[Try it] Could you print every entry below exactly as given?

────────────────

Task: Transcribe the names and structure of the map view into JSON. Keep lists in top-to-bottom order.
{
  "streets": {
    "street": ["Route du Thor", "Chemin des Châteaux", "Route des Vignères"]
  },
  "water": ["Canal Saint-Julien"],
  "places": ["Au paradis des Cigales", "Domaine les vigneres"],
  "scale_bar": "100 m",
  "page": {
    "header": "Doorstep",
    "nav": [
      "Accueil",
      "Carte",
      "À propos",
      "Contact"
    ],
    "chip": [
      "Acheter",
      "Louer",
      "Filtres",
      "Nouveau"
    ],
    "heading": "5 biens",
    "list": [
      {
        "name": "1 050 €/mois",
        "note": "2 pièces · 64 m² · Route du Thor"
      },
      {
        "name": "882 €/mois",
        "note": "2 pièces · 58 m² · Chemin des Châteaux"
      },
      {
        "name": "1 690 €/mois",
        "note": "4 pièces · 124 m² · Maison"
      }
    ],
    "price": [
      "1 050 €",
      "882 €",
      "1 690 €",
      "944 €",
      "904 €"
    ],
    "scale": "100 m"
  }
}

────────────────

[Completed exercise]
Task: Transcribe the names and structure of the map view into JSON. Keep lists in top-to-bottom order.
{
  "streets": {
    "street": ["Route du Thor", "Chemin des Châteaux", "Route des Vignères"]
  },
  "water": ["Canal Saint-Julien"],
  "places": ["Au paradis des Cigales", "Domaine les vigneres"],
  "scale_bar": "100 m",
  "page": {
    "header": "Doorstep",
    "nav": [
      "Accueil",
      "Carte",
      "À propos",
      "Contact"
    ],
    "chip": [
      "Acheter",
      "Louer",
      "Filtres",
      "Nouveau"
    ],
    "heading": "5 biens",
    "list": [
      {
        "name": "1 050 €/mois",
        "note": "2 pièces · 64 m² · Route du Thor"
      },
      {
        "name": "882 €/mois",
        "note": "2 pièces · 58 m² · Chemin des Châteaux"
      },
      {
        "name": "1 690 €/mois",
        "note": "4 pièces · 124 m² · Maison"
      }
    ],
    "price": [
      "1 050 €",
      "882 €",
      "1 690 €",
      "944 €",
      "904 €"
    ],
    "scale": "100 m"
  }
}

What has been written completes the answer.